Hugh was the son of Henry Annett of Widdrington, Northumberland, and Edith Annett (formerly Crawford) of Stanton Fence, Morpeth. He was born in 1886 in Widdrington and had three siblings: Henry (born around 1884), Edith (born around 1888), and James (born around 1890). His younger brother James also served with the Durham Light Infantry and survived the war. Three staff also shared the Annett family home; Maud Burland (the Governess), and Mary Ray and Isabella Morton (both servants).
Hugh was educated at King Edward VI School, Morpeth, then Armstrong College (1902-1906). At Armstrong College, Hugh studied Metallurgy, Mining, Surveying, Engineering and Electrical Engineering and was awarded a BSc in September 1906. He worked as Under Manager at Horden Colliery having gained his manager's certificate in 1909. He was also a member of the Institute of Mining Engineers.
Hugh joined the Durham Light Infantry, 6th Battalion on 14th July 1915, gazetted at the rank of Second Lieutenant.
Hugh arrived in France on 15th March 1916. On 6th June 1916, he led 24 men in Y Company in a night raid against German trenches, but came under heavy resistance from opposition troops whilst in no man’s land. The delayed raid was attempted again on the 9th June and once more on 12th June. Hugh and his men entered the enemy trench, and after doing considerable damage with bombs and rifles, returned without casualty.
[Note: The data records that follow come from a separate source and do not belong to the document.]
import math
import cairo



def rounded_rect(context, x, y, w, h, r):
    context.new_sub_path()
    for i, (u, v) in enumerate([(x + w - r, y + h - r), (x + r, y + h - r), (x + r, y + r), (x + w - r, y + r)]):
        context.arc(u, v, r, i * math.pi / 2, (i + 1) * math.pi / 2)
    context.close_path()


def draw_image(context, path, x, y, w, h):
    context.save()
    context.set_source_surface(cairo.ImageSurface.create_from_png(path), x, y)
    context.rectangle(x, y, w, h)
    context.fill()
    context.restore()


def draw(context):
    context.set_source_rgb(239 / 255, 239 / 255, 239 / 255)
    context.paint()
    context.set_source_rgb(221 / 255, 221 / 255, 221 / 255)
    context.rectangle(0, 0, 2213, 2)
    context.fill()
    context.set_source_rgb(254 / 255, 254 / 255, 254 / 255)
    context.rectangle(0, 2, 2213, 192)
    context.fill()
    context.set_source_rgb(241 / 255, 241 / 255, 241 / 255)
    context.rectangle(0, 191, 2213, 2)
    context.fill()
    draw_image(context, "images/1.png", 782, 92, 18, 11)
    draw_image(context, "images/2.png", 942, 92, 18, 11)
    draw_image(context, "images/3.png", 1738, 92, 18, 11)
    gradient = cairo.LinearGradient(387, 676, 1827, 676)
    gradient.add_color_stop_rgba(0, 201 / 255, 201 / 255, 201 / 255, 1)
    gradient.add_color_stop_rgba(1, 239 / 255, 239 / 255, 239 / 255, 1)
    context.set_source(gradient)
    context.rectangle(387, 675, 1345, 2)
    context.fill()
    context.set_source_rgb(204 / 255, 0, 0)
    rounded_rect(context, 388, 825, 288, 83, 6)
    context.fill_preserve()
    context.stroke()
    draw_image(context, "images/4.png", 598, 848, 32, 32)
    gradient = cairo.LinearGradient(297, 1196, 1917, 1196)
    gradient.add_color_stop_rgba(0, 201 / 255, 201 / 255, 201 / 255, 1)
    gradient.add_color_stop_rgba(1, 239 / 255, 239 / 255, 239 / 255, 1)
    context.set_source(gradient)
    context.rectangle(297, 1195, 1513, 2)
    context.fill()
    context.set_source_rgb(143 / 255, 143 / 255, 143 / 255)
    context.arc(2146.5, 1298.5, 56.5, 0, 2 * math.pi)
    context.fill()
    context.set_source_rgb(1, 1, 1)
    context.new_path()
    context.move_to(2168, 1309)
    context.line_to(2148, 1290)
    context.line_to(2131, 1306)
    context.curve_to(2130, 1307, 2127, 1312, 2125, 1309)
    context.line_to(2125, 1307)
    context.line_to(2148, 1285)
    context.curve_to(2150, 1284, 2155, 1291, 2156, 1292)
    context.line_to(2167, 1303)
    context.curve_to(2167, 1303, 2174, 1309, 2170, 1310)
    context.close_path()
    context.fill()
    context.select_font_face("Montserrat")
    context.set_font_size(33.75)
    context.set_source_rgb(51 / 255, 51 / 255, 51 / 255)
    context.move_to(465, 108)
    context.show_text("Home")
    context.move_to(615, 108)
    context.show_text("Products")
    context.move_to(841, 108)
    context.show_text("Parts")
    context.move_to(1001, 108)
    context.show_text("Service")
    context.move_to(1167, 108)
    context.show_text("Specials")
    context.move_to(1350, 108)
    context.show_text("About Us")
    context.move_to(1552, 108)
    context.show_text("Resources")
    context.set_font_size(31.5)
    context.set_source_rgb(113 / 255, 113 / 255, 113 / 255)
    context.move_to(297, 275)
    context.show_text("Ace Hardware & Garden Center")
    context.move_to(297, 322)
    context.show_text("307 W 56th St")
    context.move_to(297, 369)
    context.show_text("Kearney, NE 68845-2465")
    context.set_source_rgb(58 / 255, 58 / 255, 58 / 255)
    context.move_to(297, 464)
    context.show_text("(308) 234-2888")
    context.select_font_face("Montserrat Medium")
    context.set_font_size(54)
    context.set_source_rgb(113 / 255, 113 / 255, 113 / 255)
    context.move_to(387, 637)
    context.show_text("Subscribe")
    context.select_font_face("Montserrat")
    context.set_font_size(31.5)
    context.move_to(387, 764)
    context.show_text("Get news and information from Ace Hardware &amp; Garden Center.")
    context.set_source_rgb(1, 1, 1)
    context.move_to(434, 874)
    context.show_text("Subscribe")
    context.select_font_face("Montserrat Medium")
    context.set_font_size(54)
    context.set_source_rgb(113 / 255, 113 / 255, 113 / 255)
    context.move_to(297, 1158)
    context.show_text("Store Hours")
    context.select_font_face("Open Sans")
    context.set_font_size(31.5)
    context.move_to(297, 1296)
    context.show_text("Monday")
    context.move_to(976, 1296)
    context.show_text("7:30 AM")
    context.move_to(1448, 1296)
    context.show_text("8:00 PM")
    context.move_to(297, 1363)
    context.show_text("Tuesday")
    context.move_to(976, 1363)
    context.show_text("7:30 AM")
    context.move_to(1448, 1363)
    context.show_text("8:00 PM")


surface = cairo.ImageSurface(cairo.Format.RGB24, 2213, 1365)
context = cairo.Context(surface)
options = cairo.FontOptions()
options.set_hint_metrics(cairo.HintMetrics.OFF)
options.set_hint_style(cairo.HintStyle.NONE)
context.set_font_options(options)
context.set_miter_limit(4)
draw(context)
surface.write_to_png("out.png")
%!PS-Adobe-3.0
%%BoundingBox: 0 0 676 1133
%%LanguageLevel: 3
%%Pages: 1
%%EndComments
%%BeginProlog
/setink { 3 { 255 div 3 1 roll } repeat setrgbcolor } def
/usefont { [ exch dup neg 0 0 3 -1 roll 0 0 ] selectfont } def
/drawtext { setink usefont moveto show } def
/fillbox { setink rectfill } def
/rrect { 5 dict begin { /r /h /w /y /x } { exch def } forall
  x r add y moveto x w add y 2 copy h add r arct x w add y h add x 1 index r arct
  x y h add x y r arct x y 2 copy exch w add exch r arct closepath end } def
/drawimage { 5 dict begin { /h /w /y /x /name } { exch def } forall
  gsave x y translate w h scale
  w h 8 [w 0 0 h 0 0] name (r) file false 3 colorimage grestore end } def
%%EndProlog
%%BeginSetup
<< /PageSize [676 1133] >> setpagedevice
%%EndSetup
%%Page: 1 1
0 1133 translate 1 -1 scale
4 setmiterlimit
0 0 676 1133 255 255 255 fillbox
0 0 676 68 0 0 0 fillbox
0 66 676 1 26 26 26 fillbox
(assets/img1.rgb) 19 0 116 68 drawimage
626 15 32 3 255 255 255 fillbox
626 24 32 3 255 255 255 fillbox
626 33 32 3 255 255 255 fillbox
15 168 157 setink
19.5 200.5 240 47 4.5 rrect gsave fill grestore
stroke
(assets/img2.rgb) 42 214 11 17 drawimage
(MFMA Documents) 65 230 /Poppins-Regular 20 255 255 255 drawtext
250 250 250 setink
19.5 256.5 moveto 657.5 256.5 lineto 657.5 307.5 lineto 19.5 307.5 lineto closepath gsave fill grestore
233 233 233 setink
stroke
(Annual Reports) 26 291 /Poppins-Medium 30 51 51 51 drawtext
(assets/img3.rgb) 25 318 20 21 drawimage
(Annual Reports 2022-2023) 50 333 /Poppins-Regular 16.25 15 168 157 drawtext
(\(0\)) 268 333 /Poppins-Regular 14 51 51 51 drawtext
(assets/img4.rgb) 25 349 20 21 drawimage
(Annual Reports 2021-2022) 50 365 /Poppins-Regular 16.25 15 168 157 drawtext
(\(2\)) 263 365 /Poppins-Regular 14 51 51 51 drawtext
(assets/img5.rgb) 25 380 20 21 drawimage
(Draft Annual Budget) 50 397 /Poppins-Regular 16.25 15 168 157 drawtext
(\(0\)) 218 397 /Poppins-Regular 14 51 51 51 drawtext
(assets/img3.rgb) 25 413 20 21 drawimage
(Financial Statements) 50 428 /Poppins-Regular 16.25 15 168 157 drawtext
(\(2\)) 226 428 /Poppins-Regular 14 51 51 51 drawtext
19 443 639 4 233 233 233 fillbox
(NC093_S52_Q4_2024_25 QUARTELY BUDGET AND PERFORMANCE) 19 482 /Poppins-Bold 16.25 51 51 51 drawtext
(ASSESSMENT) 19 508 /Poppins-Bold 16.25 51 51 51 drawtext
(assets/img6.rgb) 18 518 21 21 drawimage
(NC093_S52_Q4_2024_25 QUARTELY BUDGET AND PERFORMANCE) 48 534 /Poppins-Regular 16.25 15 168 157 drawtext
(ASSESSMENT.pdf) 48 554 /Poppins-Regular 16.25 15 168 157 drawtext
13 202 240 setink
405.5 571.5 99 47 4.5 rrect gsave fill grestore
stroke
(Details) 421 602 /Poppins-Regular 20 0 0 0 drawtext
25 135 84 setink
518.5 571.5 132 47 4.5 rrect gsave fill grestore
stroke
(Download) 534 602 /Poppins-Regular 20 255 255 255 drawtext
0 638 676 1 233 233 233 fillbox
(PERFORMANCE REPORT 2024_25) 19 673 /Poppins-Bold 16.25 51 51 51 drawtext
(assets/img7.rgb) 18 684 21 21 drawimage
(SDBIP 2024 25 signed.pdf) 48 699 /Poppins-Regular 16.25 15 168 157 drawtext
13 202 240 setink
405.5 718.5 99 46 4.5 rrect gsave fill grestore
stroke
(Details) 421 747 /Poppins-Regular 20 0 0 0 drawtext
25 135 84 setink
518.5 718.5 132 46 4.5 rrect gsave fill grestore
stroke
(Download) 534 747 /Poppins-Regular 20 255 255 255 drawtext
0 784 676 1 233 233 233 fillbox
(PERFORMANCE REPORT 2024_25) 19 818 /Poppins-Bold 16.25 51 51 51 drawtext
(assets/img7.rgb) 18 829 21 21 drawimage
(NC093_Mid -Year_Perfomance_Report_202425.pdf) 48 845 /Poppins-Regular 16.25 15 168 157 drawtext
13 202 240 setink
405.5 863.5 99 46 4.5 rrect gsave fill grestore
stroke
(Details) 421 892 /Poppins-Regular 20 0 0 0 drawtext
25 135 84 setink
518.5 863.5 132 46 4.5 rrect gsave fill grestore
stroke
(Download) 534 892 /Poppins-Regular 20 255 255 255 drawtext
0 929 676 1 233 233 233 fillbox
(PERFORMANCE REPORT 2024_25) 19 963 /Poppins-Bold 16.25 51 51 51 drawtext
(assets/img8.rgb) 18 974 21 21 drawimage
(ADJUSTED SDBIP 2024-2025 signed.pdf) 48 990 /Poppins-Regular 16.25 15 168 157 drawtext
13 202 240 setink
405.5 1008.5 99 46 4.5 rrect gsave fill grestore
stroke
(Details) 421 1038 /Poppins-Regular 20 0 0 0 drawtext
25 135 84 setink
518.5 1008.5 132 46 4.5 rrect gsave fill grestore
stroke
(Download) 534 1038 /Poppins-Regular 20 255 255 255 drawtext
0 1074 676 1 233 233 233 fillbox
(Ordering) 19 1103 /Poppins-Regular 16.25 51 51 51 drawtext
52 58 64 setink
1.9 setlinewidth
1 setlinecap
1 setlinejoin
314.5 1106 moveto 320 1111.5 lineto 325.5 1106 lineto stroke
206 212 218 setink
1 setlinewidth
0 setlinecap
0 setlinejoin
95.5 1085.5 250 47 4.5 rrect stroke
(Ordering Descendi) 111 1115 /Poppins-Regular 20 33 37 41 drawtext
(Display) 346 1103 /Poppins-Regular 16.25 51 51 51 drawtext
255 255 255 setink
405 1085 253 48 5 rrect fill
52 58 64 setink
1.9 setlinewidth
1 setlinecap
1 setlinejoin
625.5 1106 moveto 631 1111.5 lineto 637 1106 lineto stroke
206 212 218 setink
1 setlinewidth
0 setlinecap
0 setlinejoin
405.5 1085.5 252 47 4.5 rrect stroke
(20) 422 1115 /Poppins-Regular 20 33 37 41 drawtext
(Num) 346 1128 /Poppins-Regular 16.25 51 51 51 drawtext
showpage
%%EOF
Hugh was killed in action aged 29 whilst leading his company. On 15th September 1916, Hugh's battalion joined the 151st Brigade's assaulting formation at the Battle of Flers-Courcelette (15th - 22nd September 1916), near Martinpuich (Battle of the Somme). At 6.20 a.m. on the first day of this assault, his Battalion moved from Shelter Wood to the South West corner of Mametz Wood. At about 4 p.m. word came that the Battalion would move up the line at once and a conference was held with all Company Commanders. The Battalion attacked the German trenches, but were unsuccessful.